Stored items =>
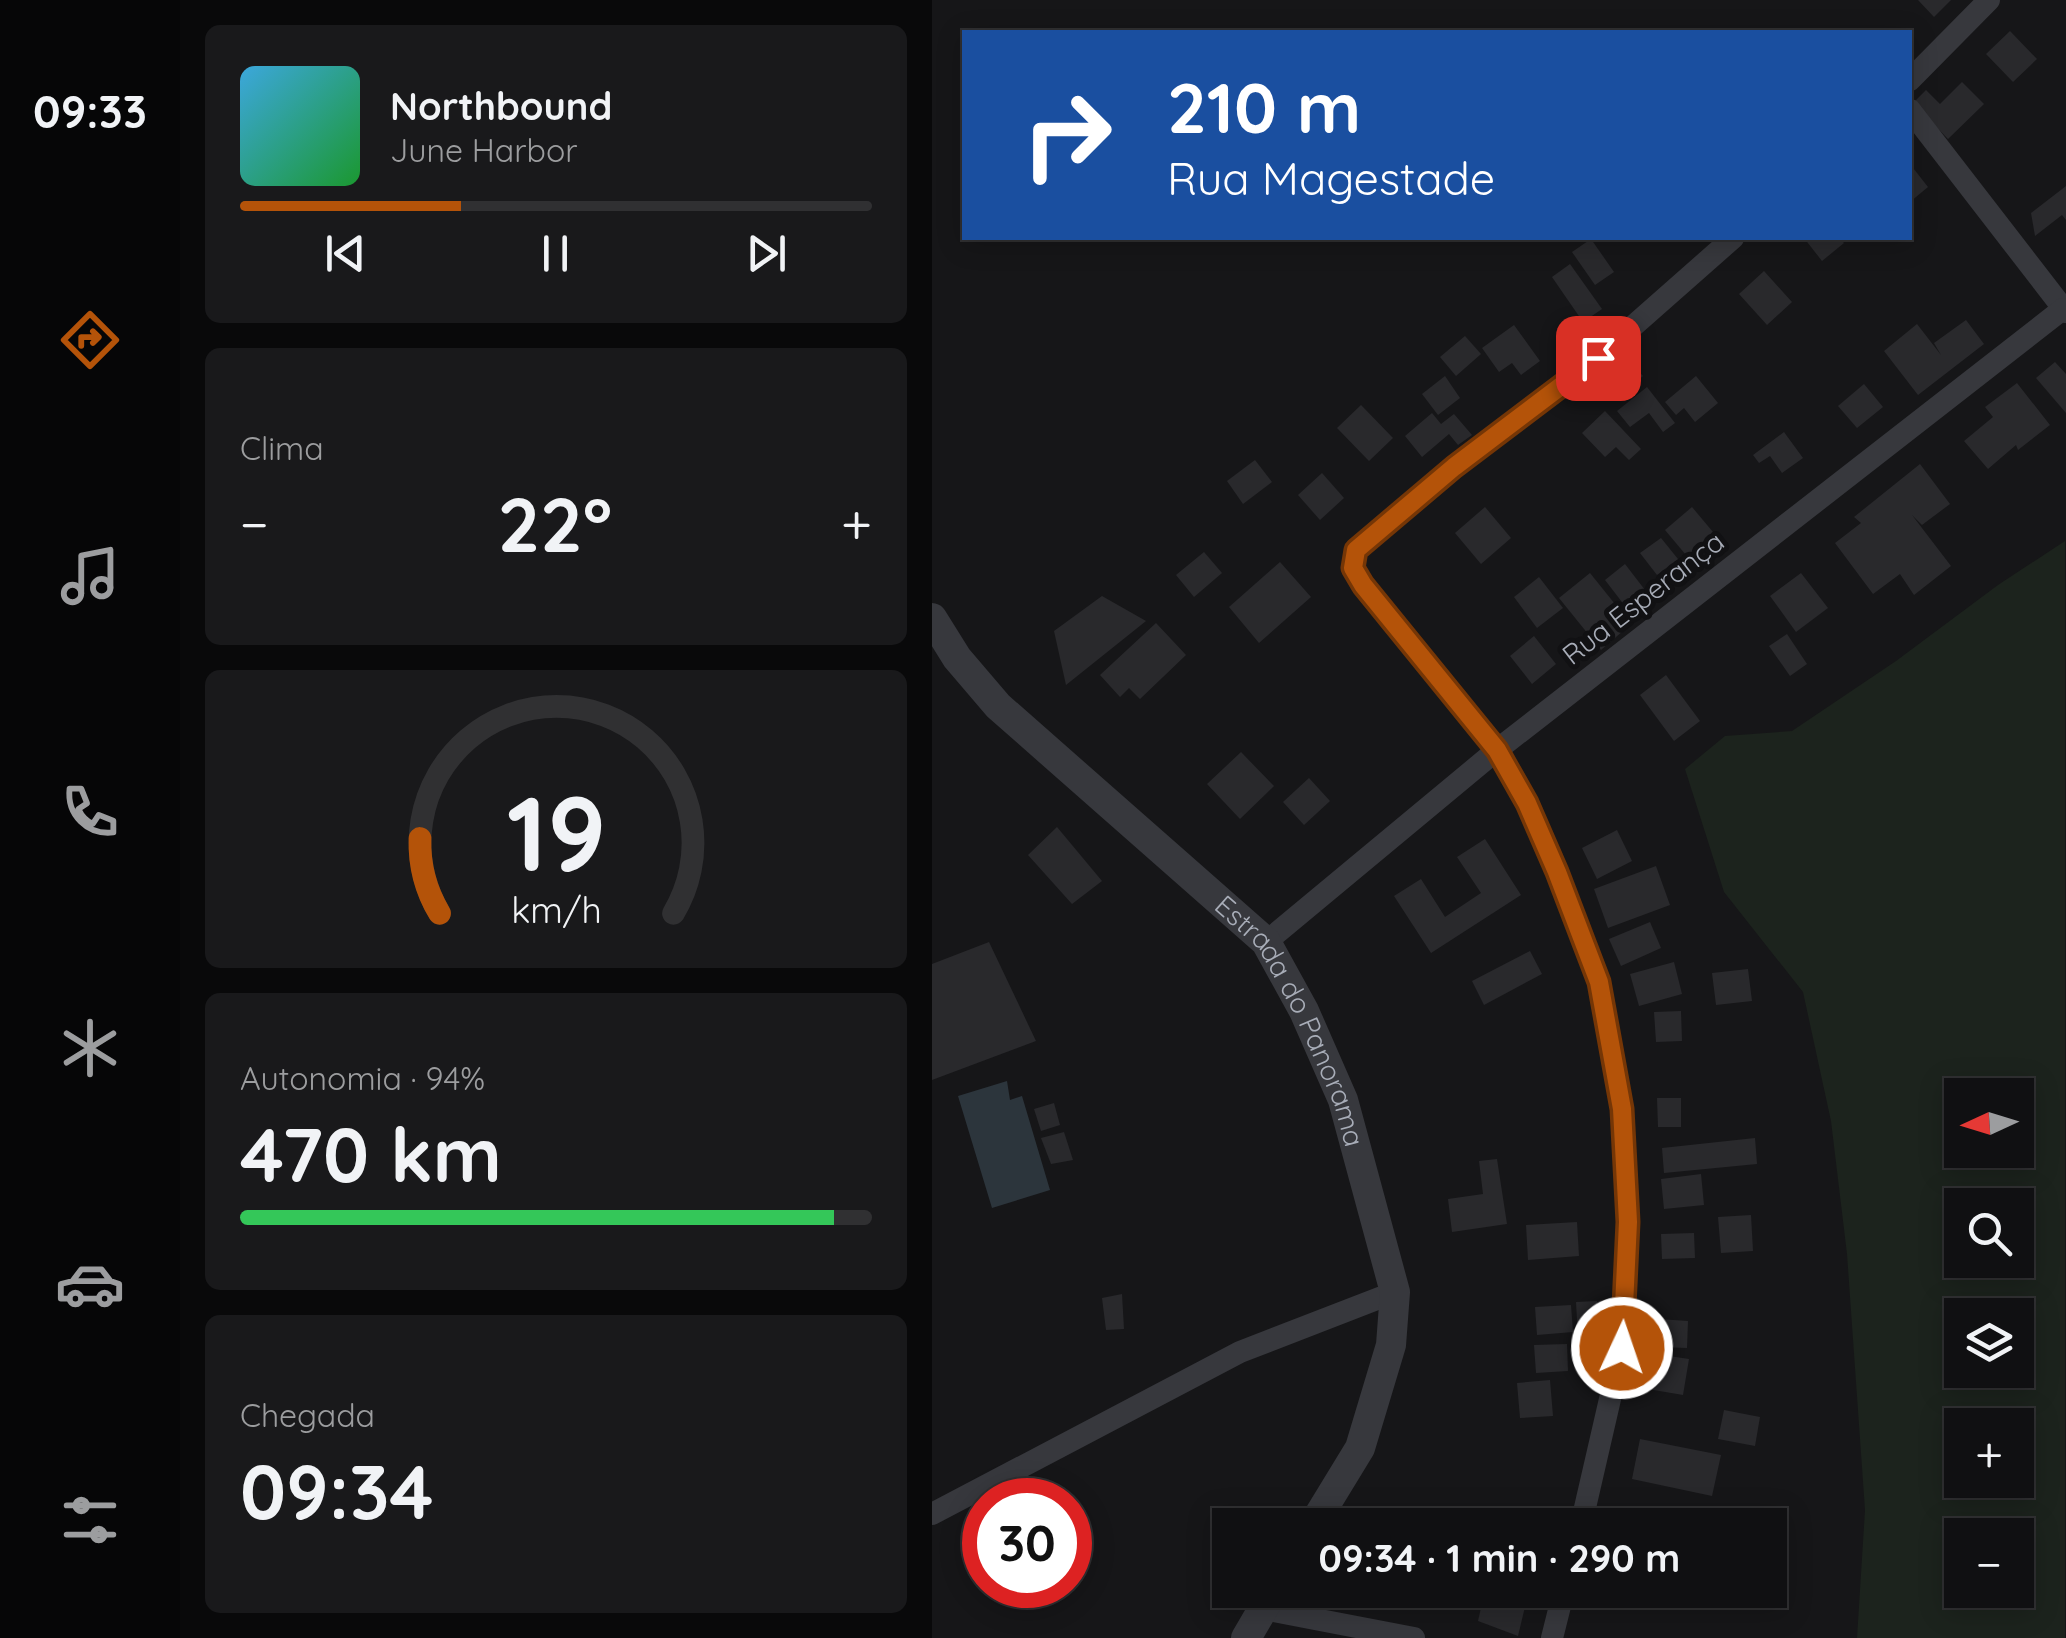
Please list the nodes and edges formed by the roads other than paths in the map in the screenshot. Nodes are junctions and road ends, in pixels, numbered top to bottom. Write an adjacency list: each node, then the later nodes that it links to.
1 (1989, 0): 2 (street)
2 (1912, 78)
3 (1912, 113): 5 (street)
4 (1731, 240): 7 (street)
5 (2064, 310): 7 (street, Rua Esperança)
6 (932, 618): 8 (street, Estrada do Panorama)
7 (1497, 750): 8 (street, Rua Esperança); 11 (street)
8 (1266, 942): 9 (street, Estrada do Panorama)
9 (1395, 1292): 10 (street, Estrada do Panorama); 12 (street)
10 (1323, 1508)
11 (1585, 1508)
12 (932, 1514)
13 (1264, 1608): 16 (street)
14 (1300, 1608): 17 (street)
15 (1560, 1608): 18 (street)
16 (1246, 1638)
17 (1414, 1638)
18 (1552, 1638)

Requirement =>
Only the pictures may be dropped; print every record exactly as given.

Solution for this task =>
Please list the nodes and edges formed by the roads other than paths in the map in the screenshot. Nodes are junctions and road ends, in pixels, numbered top to bottom. Write an adjacency list: each node, then the later nodes that it links to.
1 (1989, 0): 2 (street)
2 (1912, 78)
3 (1912, 113): 5 (street)
4 (1731, 240): 7 (street)
5 (2064, 310): 7 (street, Rua Esperança)
6 (932, 618): 8 (street, Estrada do Panorama)
7 (1497, 750): 8 (street, Rua Esperança); 11 (street)
8 (1266, 942): 9 (street, Estrada do Panorama)
9 (1395, 1292): 10 (street, Estrada do Panorama); 12 (street)
10 (1323, 1508)
11 (1585, 1508)
12 (932, 1514)
13 (1264, 1608): 16 (street)
14 (1300, 1608): 17 (street)
15 (1560, 1608): 18 (street)
16 (1246, 1638)
17 (1414, 1638)
18 (1552, 1638)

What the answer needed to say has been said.